Monitoring Water Quality at Lake Merritt, Oakland, CA Following Improvements to the Tidal Channel to the San Francisco Bay

Thursday, 18 December 2014
Humberto Bracho, Jai Martinez, Micah Johnson, Adam Turrey, Miguel Avila, Susana Medina, Ernesto Rubio, Elliot Ahumada, Samantha Nguyen and Yarely Guzman, University of California Berkeley, Berkeley, CA, United States
Elliot Ahumada, Esosa Oghogho, Samantha Nguyen, Humberto Bracho, Diego

Quintero, Ashanti Johnson and Kevin Cuff

Lake Merritt is a tidal lagoon in the center of Oakland, California, just east of Downtown. Water

quality at Lake Merritt has been a major concern for community members and researchers

for many years (Pham 200X).

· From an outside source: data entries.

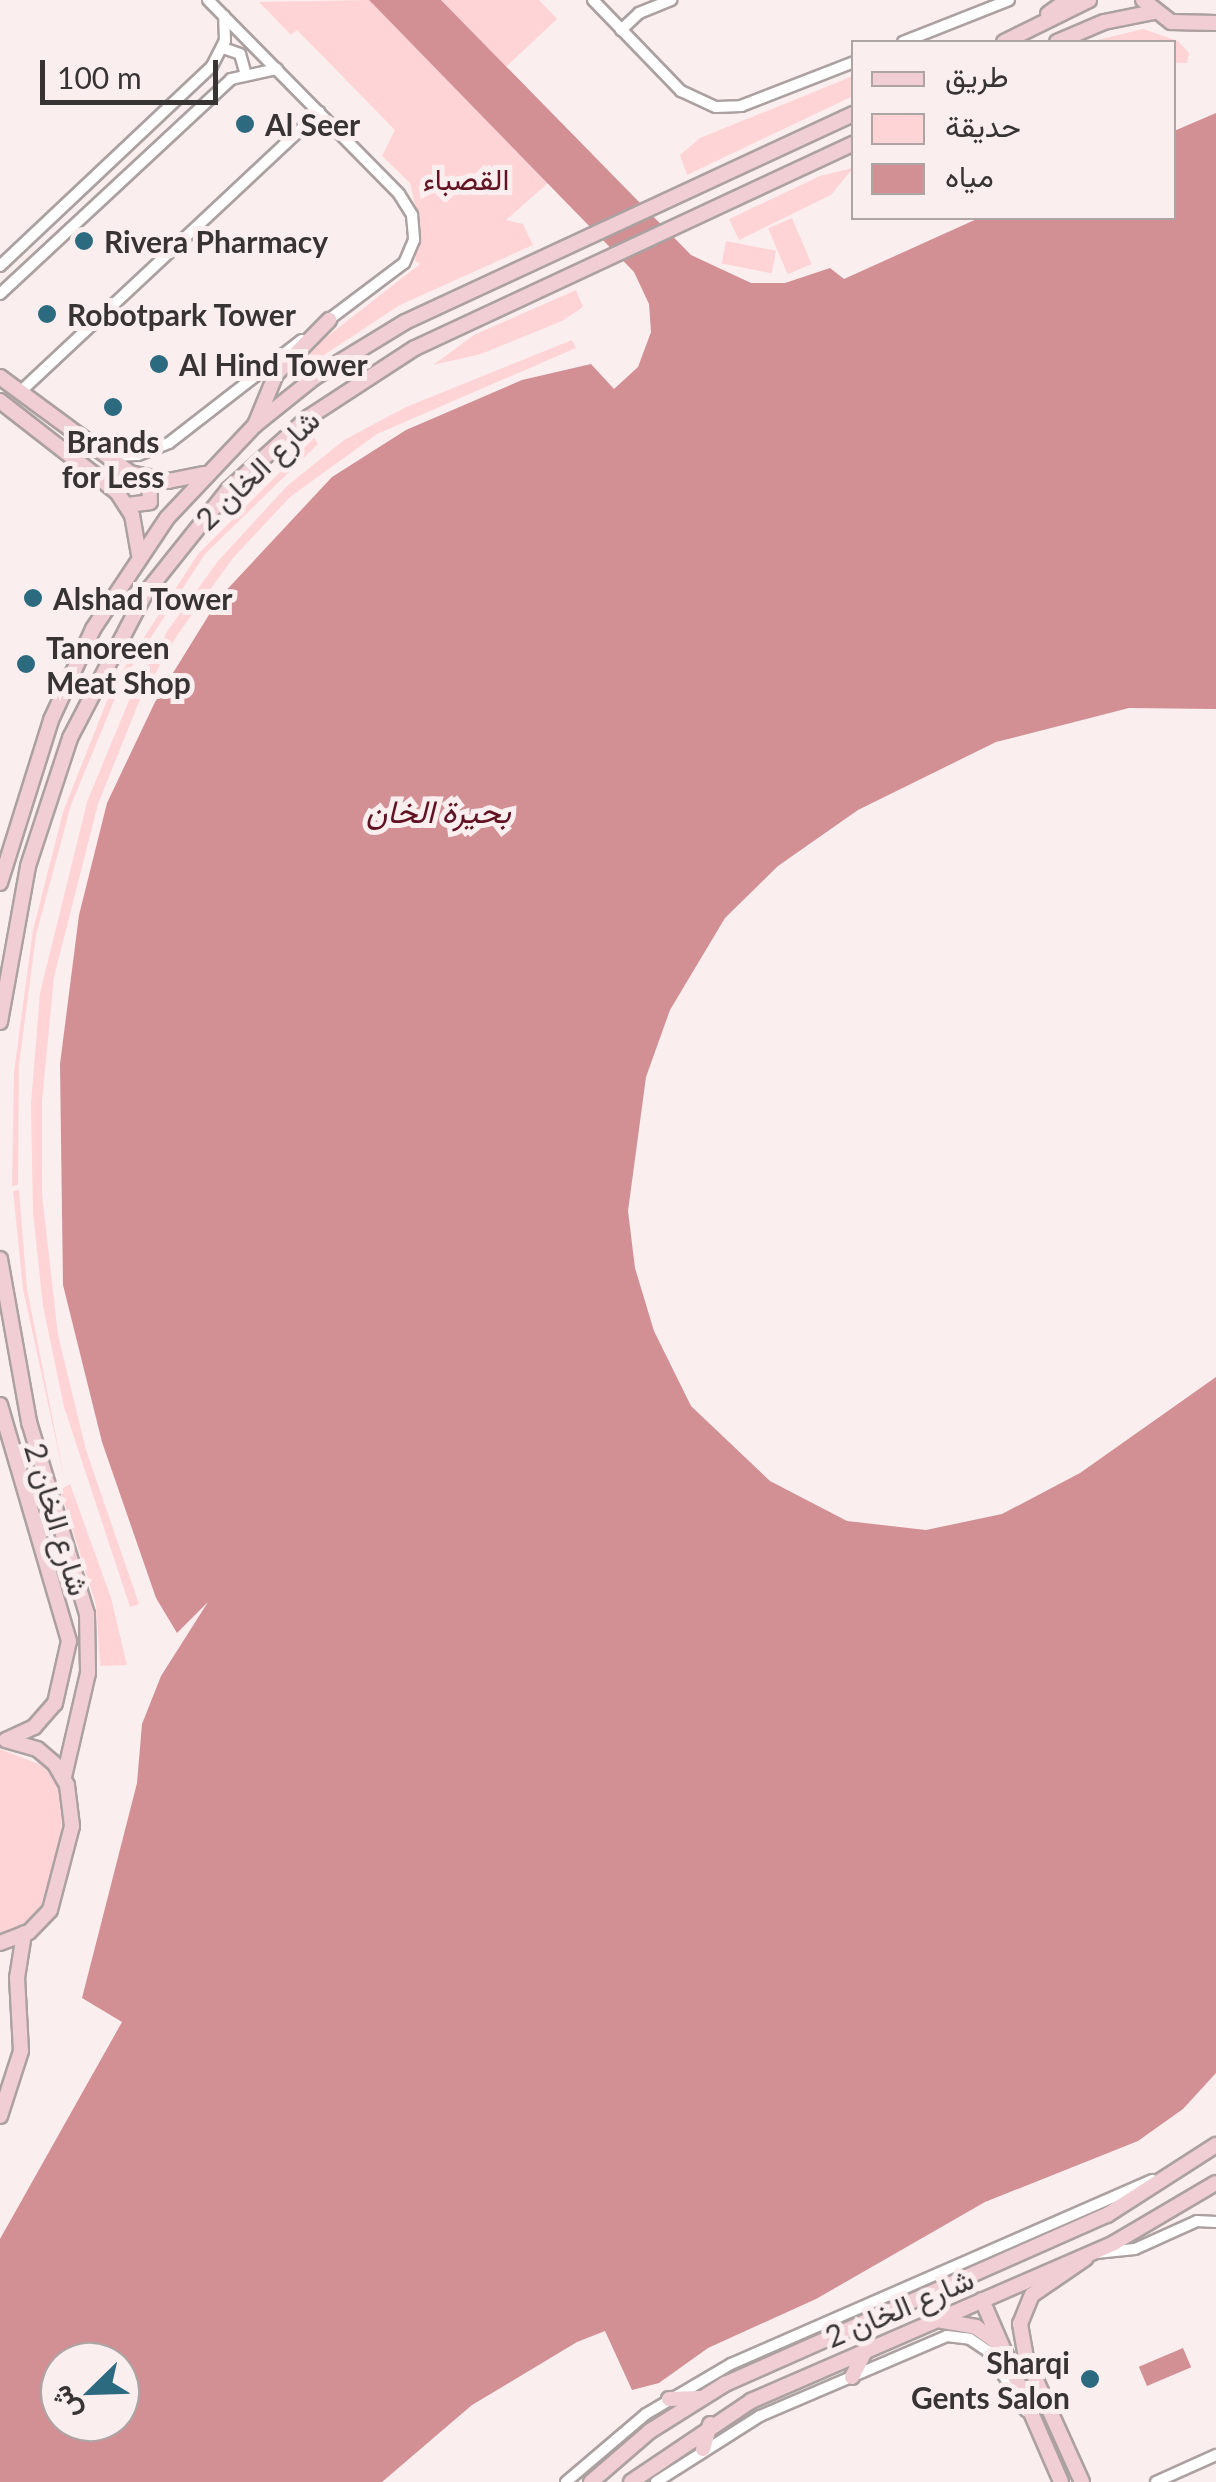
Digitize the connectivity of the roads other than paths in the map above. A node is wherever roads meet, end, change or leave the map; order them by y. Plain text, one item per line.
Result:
1 (208, 0) edge
2 (592, 0) edge
3 (671, 0) edge
4 (1009, 0) edge
5 (1068, 0) edge
6 (1089, 0) edge
7 (1148, 6) edge
8 (224, 15) junction
9 (1216, 22) edge
10 (621, 30) junction
11 (1012, 39) edge
12 (908, 40) edge
13 (1061, 40) edge
14 (223, 48) junction
15 (851, 63) edge
16 (278, 70) junction
17 (245, 72) junction
18 (319, 112) junction
19 (851, 115) edge
20 (851, 144) edge
21 (0, 266) edge
22 (0, 294) edge
23 (329, 320) junction
24 (0, 377) edge
25 (20, 392) junction
26 (0, 401) edge
27 (255, 425) junction
28 (105, 456) junction
29 (205, 474) junction
30 (149, 479) junction
31 (128, 505) junction
32 (139, 554) junction
33 (0, 883) edge
34 (0, 1022) edge
35 (0, 1259) edge
36 (0, 1405) edge
37 (3, 1740) edge
38 (64, 1777) junction
39 (24, 1934) junction
40 (0, 1943) edge
41 (0, 2116) edge
42 (1216, 2146) edge
43 (1180, 2173) junction
44 (1216, 2183) edge
45 (1216, 2222) edge
46 (1089, 2254) junction
47 (982, 2300) junction
48 (936, 2320) junction
49 (1002, 2348) junction
50 (866, 2350) junction
51 (852, 2377) junction
52 (700, 2398) junction
53 (669, 2399) junction
54 (1034, 2421) junction
55 (710, 2424) junction
56 (702, 2449) junction
57 (1216, 2456) edge
58 (1184, 2470) junction
59 (659, 2481) edge
60 (566, 2482) edge
61 (591, 2482) edge
62 (631, 2482) edge
63 (1060, 2482) edge
64 (1082, 2482) edge
65 (1156, 2482) edge
66 (1196, 2482) edge

1 - 8 street
2 - 10 street
3 - 10 street
4 - 12 street
5 - 11 main road
6 - 11 main road
7 - 9 main road
7 - 13 main road
8 - 14 street
8 - 16 street
10 - 15 street
14 - 17 street
14 - 21 street
16 - 17 street
16 - 18 street
17 - 22 street
18 - 23 street
18 - 25 street
19 - 27 main road, شارع الخان 2
20 - 34 main road, شارع الخان 2
23 - 27 main road
23 - 28 street
24 - 25 main road
25 - 28 main road
26 - 31 main road
27 - 29 main road, شارع الخان 2
28 - 30 main road
29 - 30 main road
29 - 32 main road, شارع الخان 2
30 - 31 main road
31 - 32 main road
32 - 33 main road, شارع الخان 2
35 - 38 main road, شارع الخان 2
36 - 37 main road, شارع الخان 2
37 - 38 main road
38 - 39 main road
39 - 40 main road
39 - 41 main road
42 - 43 main road, شارع الخان 2
43 - 52 main road, شارع الخان 2
43 - 53 street
44 - 46 main road, شارع الخان 2
45 - 46 street
46 - 47 main road, شارع الخان 2
46 - 64 main road
47 - 48 main road, شارع الخان 2
47 - 49 main road
48 - 49 main road
48 - 50 main road, شارع الخان 2
49 - 54 main road
50 - 51 main road
50 - 55 main road, شارع الخان 2
51 - 54 street
51 - 56 street
52 - 53 main road
52 - 61 main road, شارع الخان 2
53 - 60 street
54 - 63 main road
55 - 56 main road
55 - 62 main road, شارع الخان 2
56 - 59 street
57 - 58 street
58 - 65 street
58 - 66 street

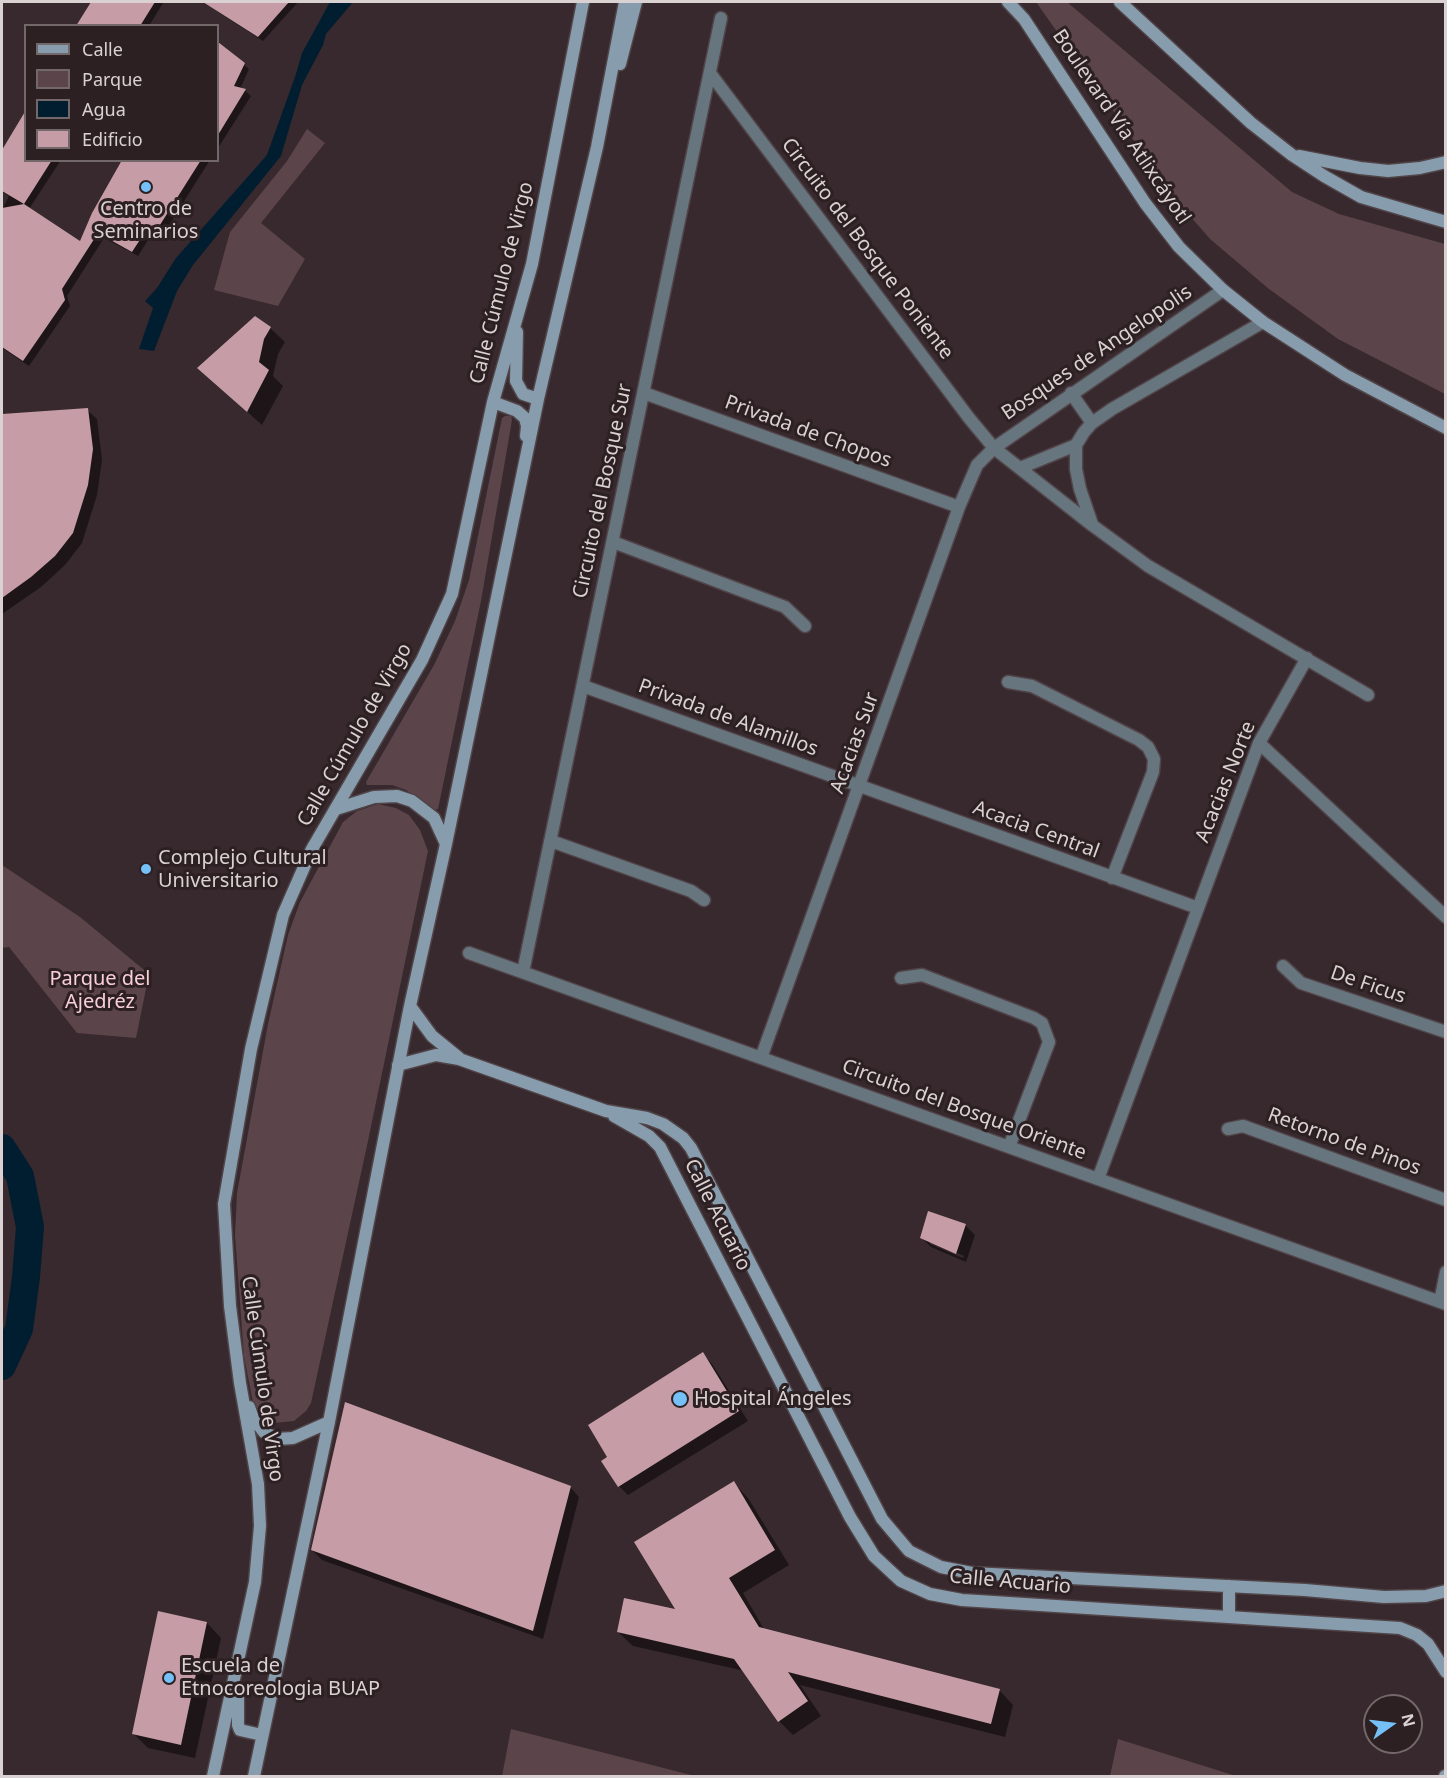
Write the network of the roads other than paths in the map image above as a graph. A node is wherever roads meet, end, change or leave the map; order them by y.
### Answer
1 (583, 2) edge
2 (620, 2) edge
3 (625, 2) edge
4 (636, 2) edge
5 (1008, 2) edge
6 (1120, 2) edge
7 (721, 18) dead end
8 (619, 36) junction
9 (710, 73) junction
10 (606, 99) junction
11 (1292, 155) junction
12 (1446, 162) edge
13 (1446, 222) edge
14 (1223, 290) junction
15 (517, 319) junction
16 (1263, 322) junction
17 (644, 393) junction
18 (1071, 393) junction
19 (538, 399) junction
20 (493, 402) junction
21 (1092, 423) junction
22 (1446, 428) edge
23 (1076, 445) junction
24 (994, 448) junction
25 (1020, 468) junction
26 (520, 490) junction
27 (959, 507) junction
28 (1092, 525) junction
29 (613, 542) junction
30 (805, 626) dead end
31 (1307, 658) junction
32 (1008, 682) dead end
33 (583, 686) junction
34 (1368, 696) dead end
35 (1259, 743) junction
36 (860, 787) junction
37 (336, 809) junction
38 (551, 841) junction
39 (446, 844) junction
40 (1112, 878) junction
41 (704, 900) dead end
42 (1198, 908) junction
43 (1446, 917) edge
44 (469, 952) dead end
45 (1283, 966) dead end
46 (523, 972) junction
47 (901, 978) dead end
48 (410, 1006) junction
49 (1446, 1032) edge
50 (761, 1058) junction
51 (459, 1059) junction
52 (398, 1065) junction
53 (606, 1111) junction
54 (1228, 1129) dead end
55 (1009, 1147) junction
56 (1098, 1179) junction
57 (1446, 1200) edge
58 (1446, 1272) edge
59 (1443, 1303) edge
60 (240, 1383) junction
61 (329, 1422) junction
62 (1229, 1586) junction
63 (1446, 1591) edge
64 (1229, 1616) junction
65 (238, 1663) junction
66 (1446, 1672) edge
67 (262, 1735) junction
68 (213, 1776) edge
69 (254, 1776) edge

1 - 15 main road, Calle Cúmulo de Virgo
2 - 8 main road
3 - 8 main road, Calle Cúmulo de Virgo
4 - 10 main road
5 - 14 main road, Boulevard Vía Atlixcáyotl
6 - 11 main road
7 - 9 street, Circuito del Bosque Sur
8 - 10 main road, Calle Cúmulo de Virgo
9 - 17 street, Circuito del Bosque Sur
9 - 24 street, Circuito del Bosque Poniente
10 - 19 main road, Calle Cúmulo de Virgo
11 - 12 main road
11 - 13 main road
14 - 16 main road, Boulevard Vía Atlixcáyotl
14 - 18 street, Bosques de Angelopolis
15 - 19 main road
15 - 20 main road, Calle Cúmulo de Virgo
16 - 21 street
16 - 22 main road, Boulevard Vía Atlixcáyotl
17 - 27 street, Privada de Chopos
17 - 29 street, Circuito del Bosque Sur
18 - 21 street
18 - 24 street, Bosques de Angelopolis
19 - 26 main road, Calle Cúmulo de Virgo
20 - 26 main road
20 - 37 main road, Calle Cúmulo de Virgo
21 - 23 street
23 - 25 street
23 - 28 street
24 - 25 street
24 - 27 street, Acacias Sur
25 - 28 street
26 - 39 main road, Calle Cúmulo de Virgo
27 - 36 street, Acacias Sur
28 - 31 street
29 - 30 street
29 - 33 street, Circuito del Bosque Sur
31 - 34 street
31 - 35 street, Acacias Norte
32 - 40 street
33 - 36 street, Privada de Alamillos
33 - 38 street, Circuito del Bosque Sur
35 - 42 street, Acacias Norte
35 - 43 street
36 - 40 street, Acacia Central
36 - 50 street, Acacias Sur
37 - 39 main road
37 - 60 main road, Calle Cúmulo de Virgo
38 - 41 street
38 - 46 street, Circuito del Bosque Sur
39 - 48 main road, Calle Cúmulo de Virgo
40 - 42 street, Acacia Central
42 - 56 street, Acacias Norte
44 - 46 street, Circuito del Bosque Oriente
45 - 49 street, De Ficus
46 - 50 street, Circuito del Bosque Oriente
47 - 55 street
48 - 51 main road, Calle Acuario
48 - 52 main road, Calle Cúmulo de Virgo
50 - 55 street, Circuito del Bosque Oriente
51 - 52 main road, Calle Acuario
51 - 53 main road, Calle Acuario
52 - 61 main road, Calle Cúmulo de Virgo
53 - 62 main road, Calle Acuario
53 - 64 main road, Calle Acuario
54 - 57 street, Retorno de Pinos
55 - 56 street, Circuito del Bosque Oriente
56 - 59 street, Circuito del Bosque Oriente
58 - 59 street
60 - 61 main road
60 - 65 main road, Calle Cúmulo de Virgo
61 - 67 main road, Calle Cúmulo de Virgo
62 - 63 main road, Calle Acuario
62 - 64 main road
64 - 66 main road, Calle Acuario
65 - 67 main road
65 - 68 main road, Calle Cúmulo de Virgo
67 - 69 main road, Calle Cúmulo de Virgo

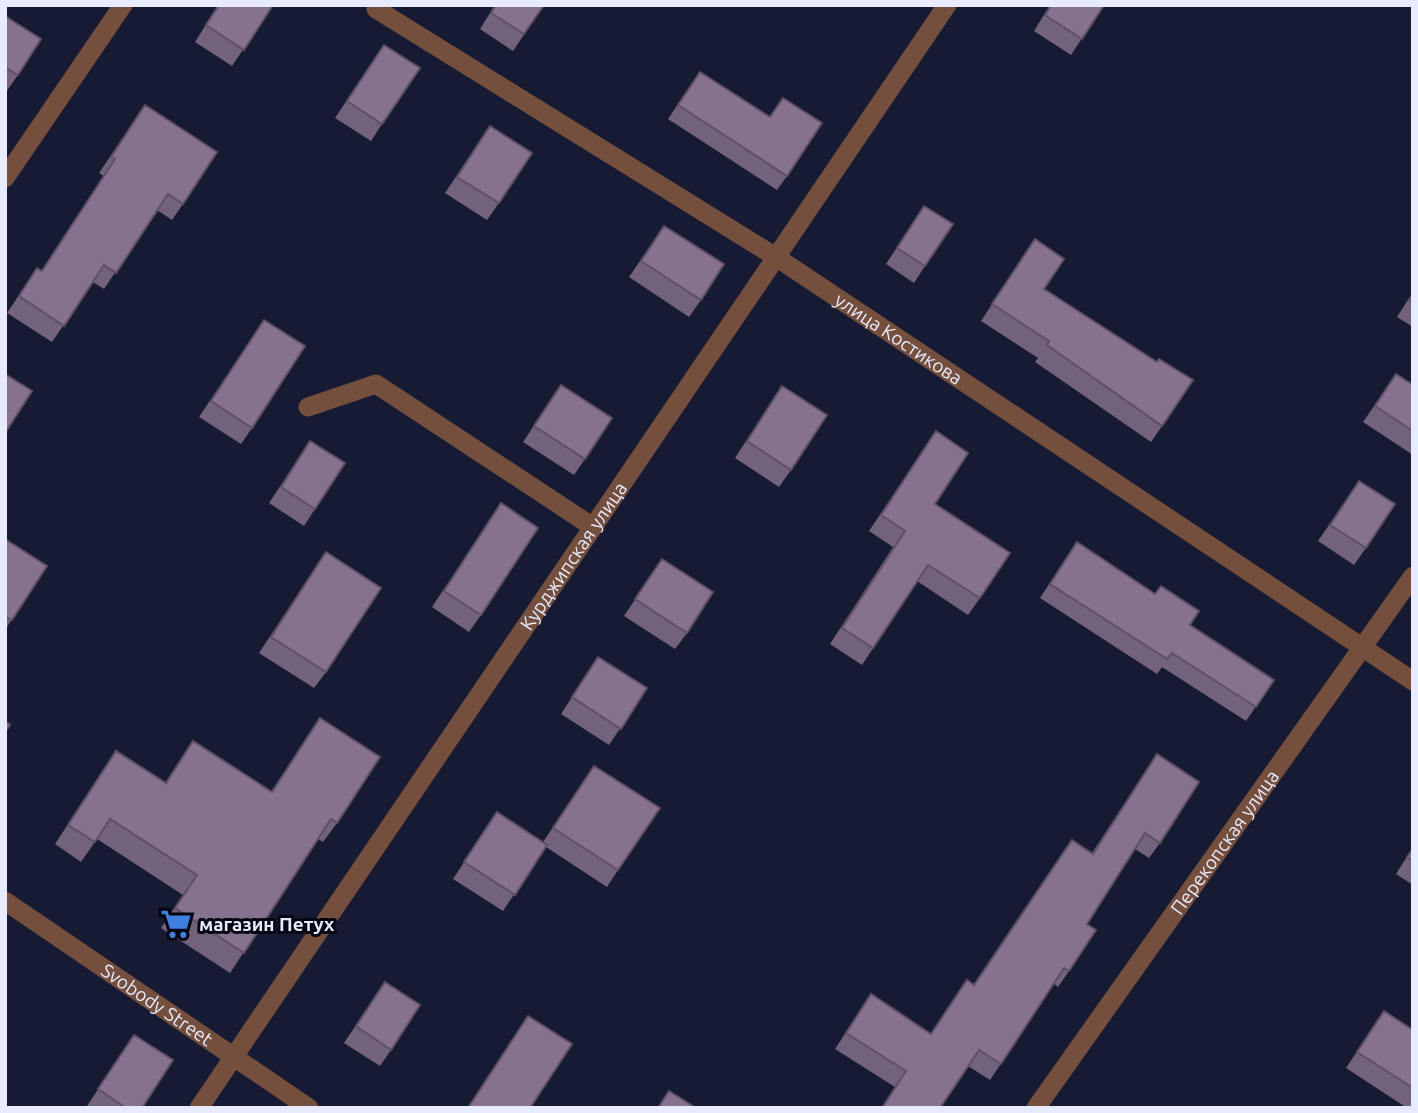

Results of past research lead to recommendations to lengthen

a channel that connects Lake Merritt with the San Francisco Bay to improve water flow and

quality. In 2012 the City of Oakland responded to these recommendations by initiating the

creation of a 230-meter long channel. In conducting our research we use a water quality index

that takes into account measurements of pH, temperature, water hardness (dissolved solids),

ammonia, salinity, dissolved oxygen, and nitrate. Newly collected data is then compared with

that collected by Pham using comparable parameters to assess the impact of recent changes

at the Lake on its overall water quality. In addition, we measured the abundance of aquatic

species at four different sites within the Lake. Preliminary results suggest that an increase in the

abundance of fish and improved overall water quality have resulted from channel extension at

Lake Merritt.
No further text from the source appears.